Enam Pembuat Video Porno Bakal Dijatuhi Hukuman Maksimal

Octavianus Dwi Sutrisno    •    Senin, 08 Jan 2018 15:40 WIB
kekerasan seksual anak
Enam Pembuat Video Porno Bakal Dijatuhi Hukuman Maksimal
Ilustrasi

Bandung: Seluruh pelaku pembuatan video porno yang melibatkan anak laki-laki di Bandung bakal dijatuhi hukuman maksimal. Mereka diancam Pasal 81 UU Nomor 17 Tahun 2016 tentang Perlindungan Anak dengan hukuman 5 hingga 15 tahun penjara.

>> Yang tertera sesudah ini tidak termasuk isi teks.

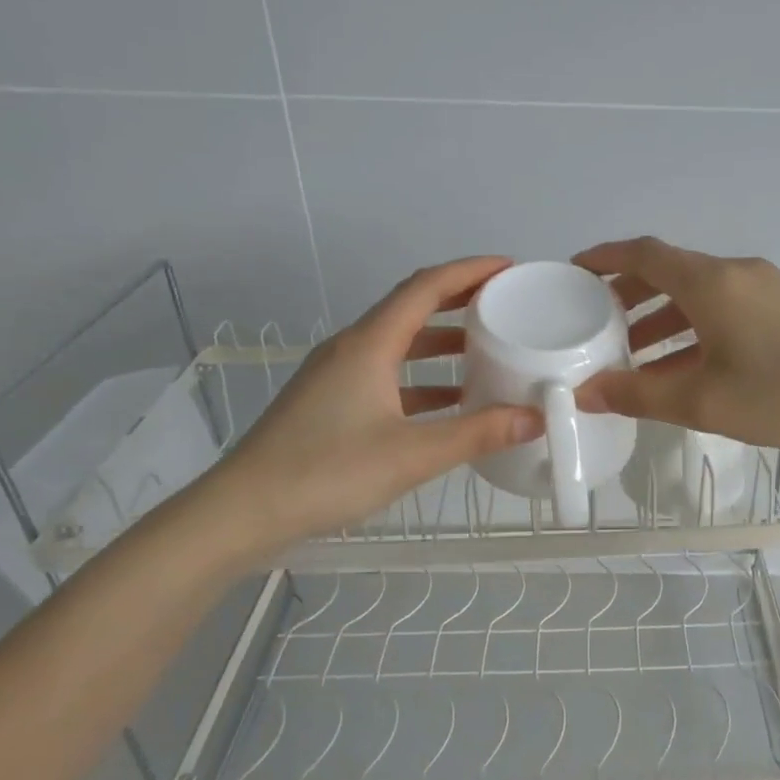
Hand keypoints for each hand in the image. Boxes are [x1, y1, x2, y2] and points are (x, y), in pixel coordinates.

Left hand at [206, 257, 542, 552]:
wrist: (244, 512)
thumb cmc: (328, 473)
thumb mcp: (413, 454)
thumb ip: (478, 434)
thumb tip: (535, 418)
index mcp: (369, 345)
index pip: (425, 288)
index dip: (469, 271)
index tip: (509, 268)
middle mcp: (351, 349)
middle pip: (411, 308)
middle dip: (459, 300)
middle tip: (505, 303)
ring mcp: (337, 376)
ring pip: (398, 343)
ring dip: (441, 341)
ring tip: (486, 349)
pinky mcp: (331, 403)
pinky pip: (386, 374)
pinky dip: (422, 378)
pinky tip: (449, 402)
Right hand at [570, 237, 779, 450]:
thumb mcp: (703, 401)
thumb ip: (639, 396)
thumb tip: (585, 393)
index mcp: (711, 283)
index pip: (644, 254)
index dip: (605, 258)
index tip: (575, 271)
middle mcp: (736, 273)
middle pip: (671, 271)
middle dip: (630, 293)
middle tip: (598, 321)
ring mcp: (766, 288)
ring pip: (699, 292)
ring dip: (663, 316)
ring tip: (636, 353)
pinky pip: (726, 307)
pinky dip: (695, 327)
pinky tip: (688, 364)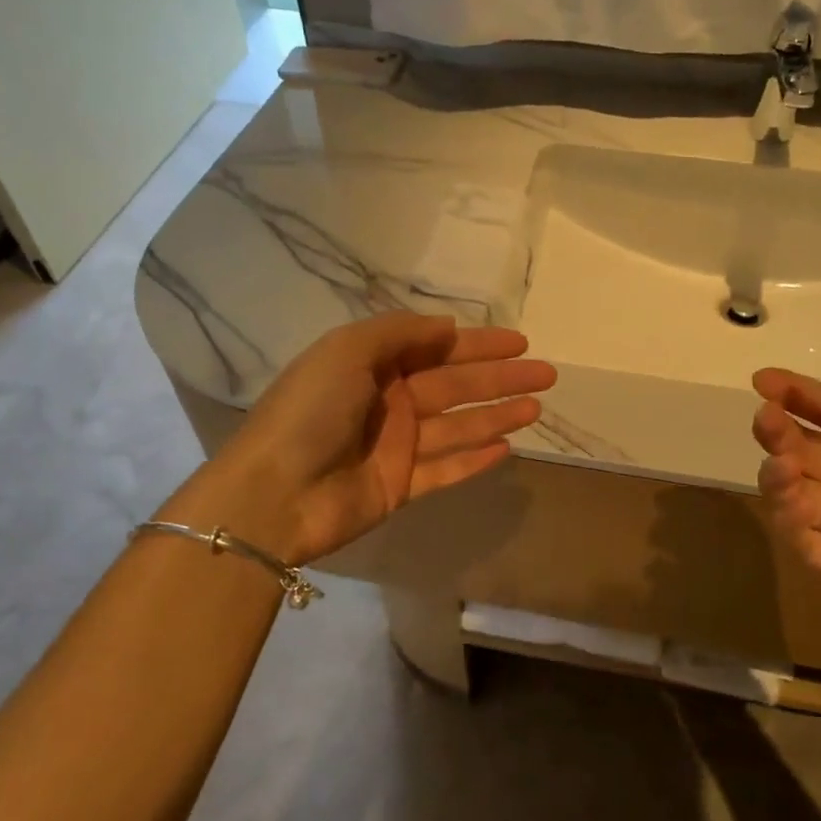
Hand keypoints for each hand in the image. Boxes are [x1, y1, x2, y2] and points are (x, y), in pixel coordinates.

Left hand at [205, 313, 555, 565]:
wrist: (273, 494)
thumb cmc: (310, 412)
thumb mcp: (347, 351)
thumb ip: (398, 333)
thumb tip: (446, 326)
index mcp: (373, 366)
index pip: (437, 348)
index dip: (479, 344)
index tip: (519, 342)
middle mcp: (388, 401)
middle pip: (456, 385)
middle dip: (501, 378)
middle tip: (547, 374)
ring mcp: (396, 446)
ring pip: (458, 426)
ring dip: (497, 415)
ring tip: (537, 408)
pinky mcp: (400, 486)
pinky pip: (446, 469)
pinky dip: (474, 459)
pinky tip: (507, 449)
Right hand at [750, 370, 820, 672]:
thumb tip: (800, 389)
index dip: (797, 394)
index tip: (761, 381)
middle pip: (803, 447)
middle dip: (779, 430)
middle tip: (767, 421)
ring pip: (793, 490)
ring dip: (778, 474)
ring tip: (786, 469)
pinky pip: (802, 539)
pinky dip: (789, 519)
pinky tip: (803, 506)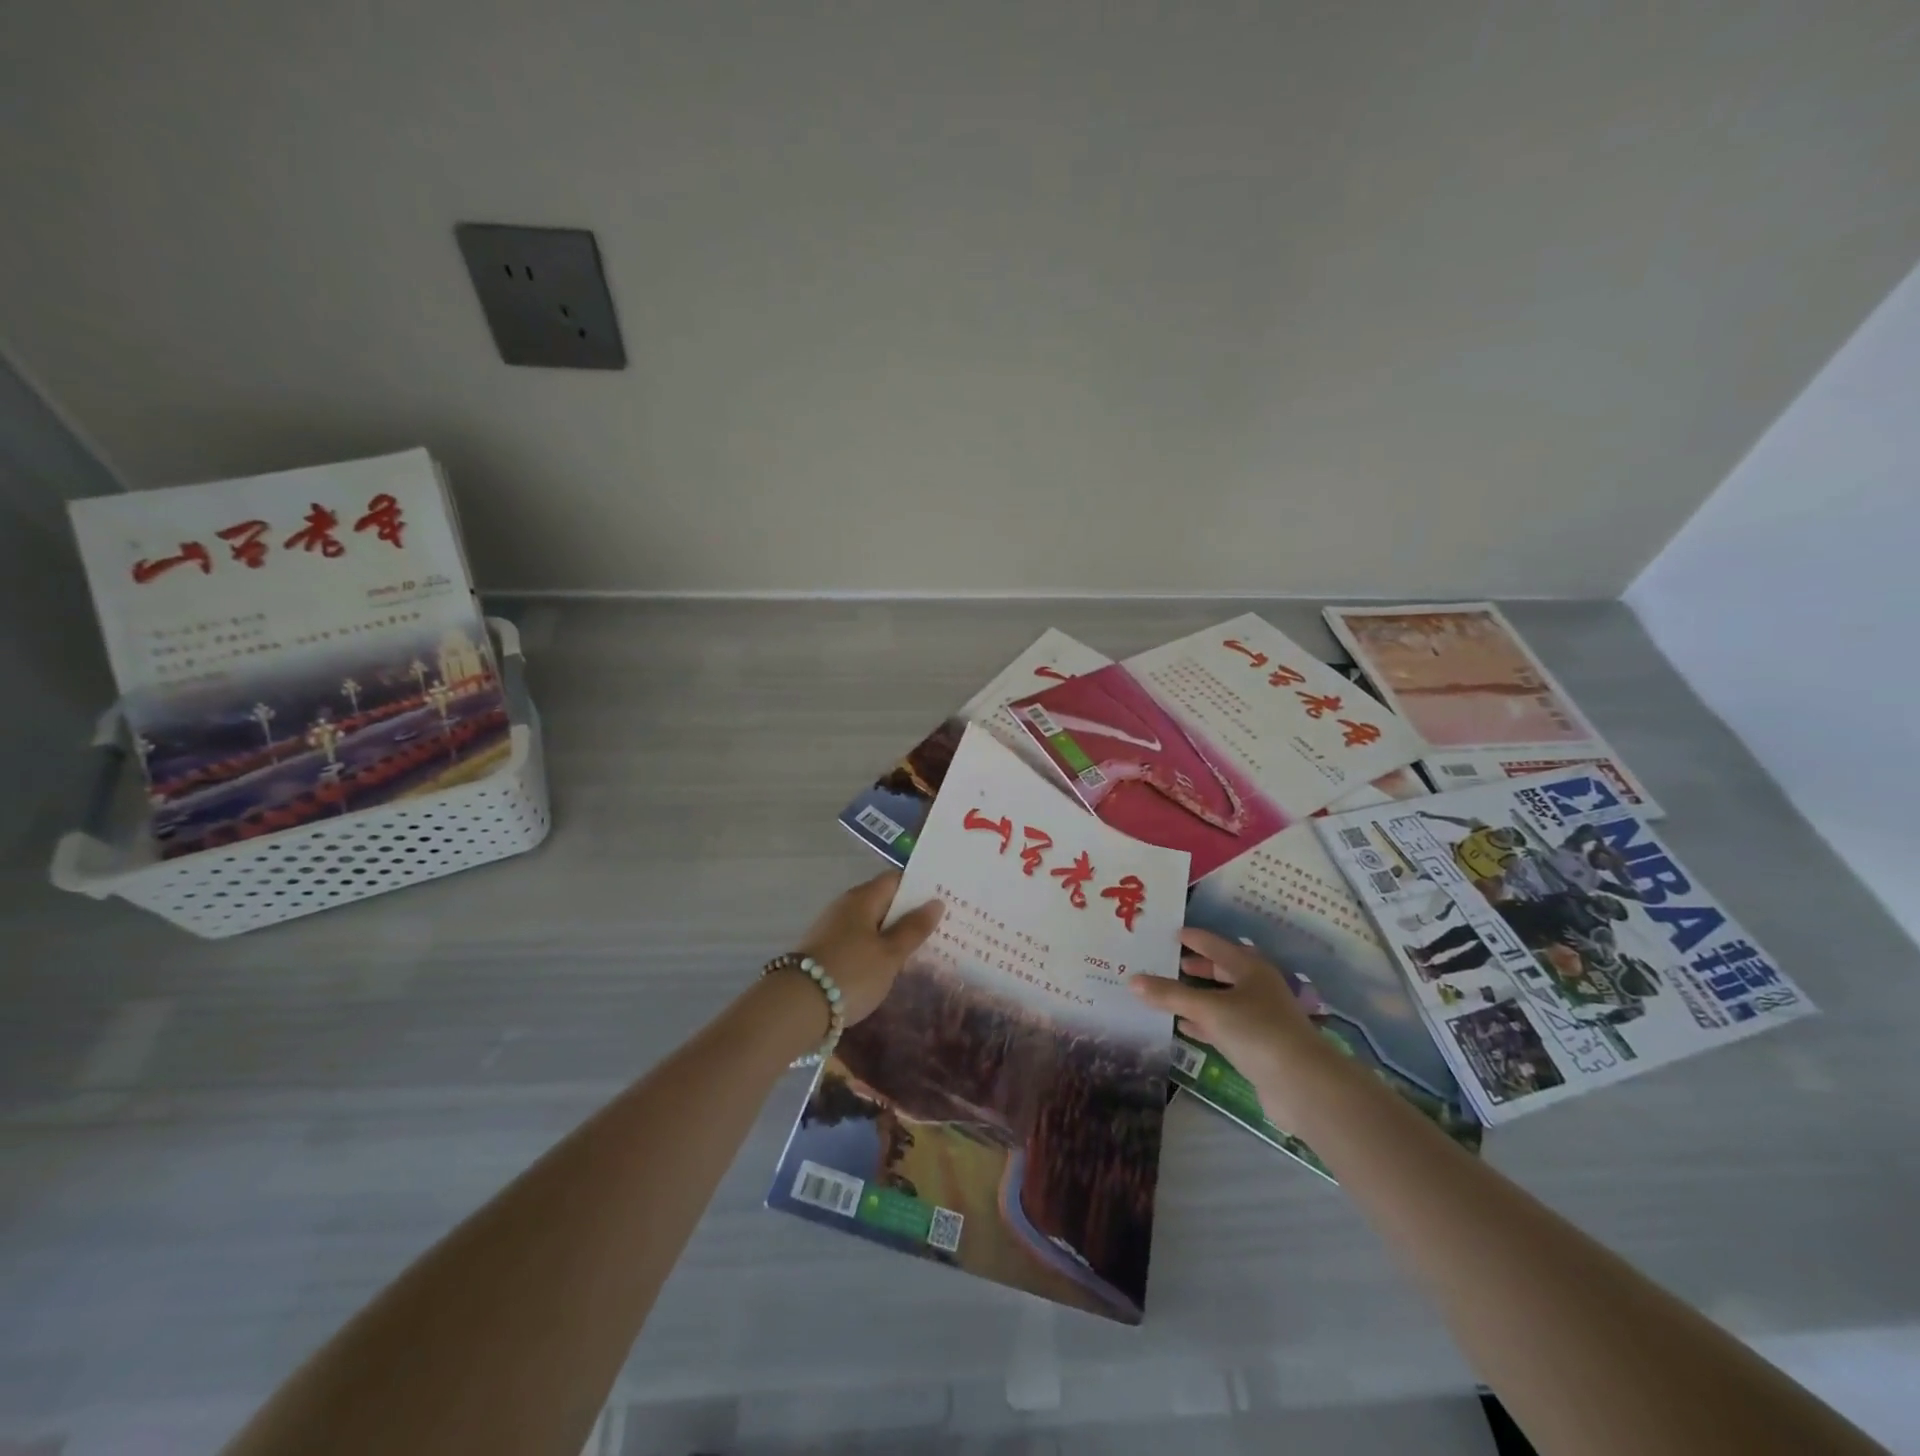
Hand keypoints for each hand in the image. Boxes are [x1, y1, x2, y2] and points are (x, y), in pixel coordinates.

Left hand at [794, 872, 944, 1024]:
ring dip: (891, 934)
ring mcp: (831, 928)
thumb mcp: (890, 954)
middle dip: (908, 913)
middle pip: (882, 901)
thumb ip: (913, 928)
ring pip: (869, 923)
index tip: (943, 901)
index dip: (919, 888)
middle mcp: (844, 906)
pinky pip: (857, 941)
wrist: (796, 1007)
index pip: (895, 880)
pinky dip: (874, 949)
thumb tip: (935, 902)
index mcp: (862, 898)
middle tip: (938, 929)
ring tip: (918, 951)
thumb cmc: (851, 974)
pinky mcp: (823, 951)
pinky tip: (886, 967)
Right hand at [1130, 927, 1341, 1126]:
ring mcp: (1259, 1018)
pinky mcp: (1257, 1045)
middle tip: (1164, 962)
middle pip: (1221, 970)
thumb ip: (1170, 995)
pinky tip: (1182, 1026)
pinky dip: (1203, 1023)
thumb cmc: (1257, 1032)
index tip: (1168, 933)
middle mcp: (1257, 988)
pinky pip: (1223, 1025)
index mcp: (1250, 968)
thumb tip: (1132, 980)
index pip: (1215, 945)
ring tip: (1165, 993)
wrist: (1303, 1085)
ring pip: (1221, 999)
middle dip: (1194, 967)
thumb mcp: (1209, 1008)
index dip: (1192, 938)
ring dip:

"Kita berikan hukuman paling maksimal," kata Kapolda Jabar Irjen Agung Budi Maryoto saat memberikan keterangan pers di Mapolda Jabar, Jalan Soekarno-Hatta, Bandung, Senin, 8 Januari 2018.

Agung mengatakan enam pelaku ditangkap di lokasi berbeda pada Sabtu, 6 Januari 2018. "Mengenai keterkaitan dengan jaringan internasional, masih kita identifikasi. Modus operandinya yaitu iming-iming uang," paparnya.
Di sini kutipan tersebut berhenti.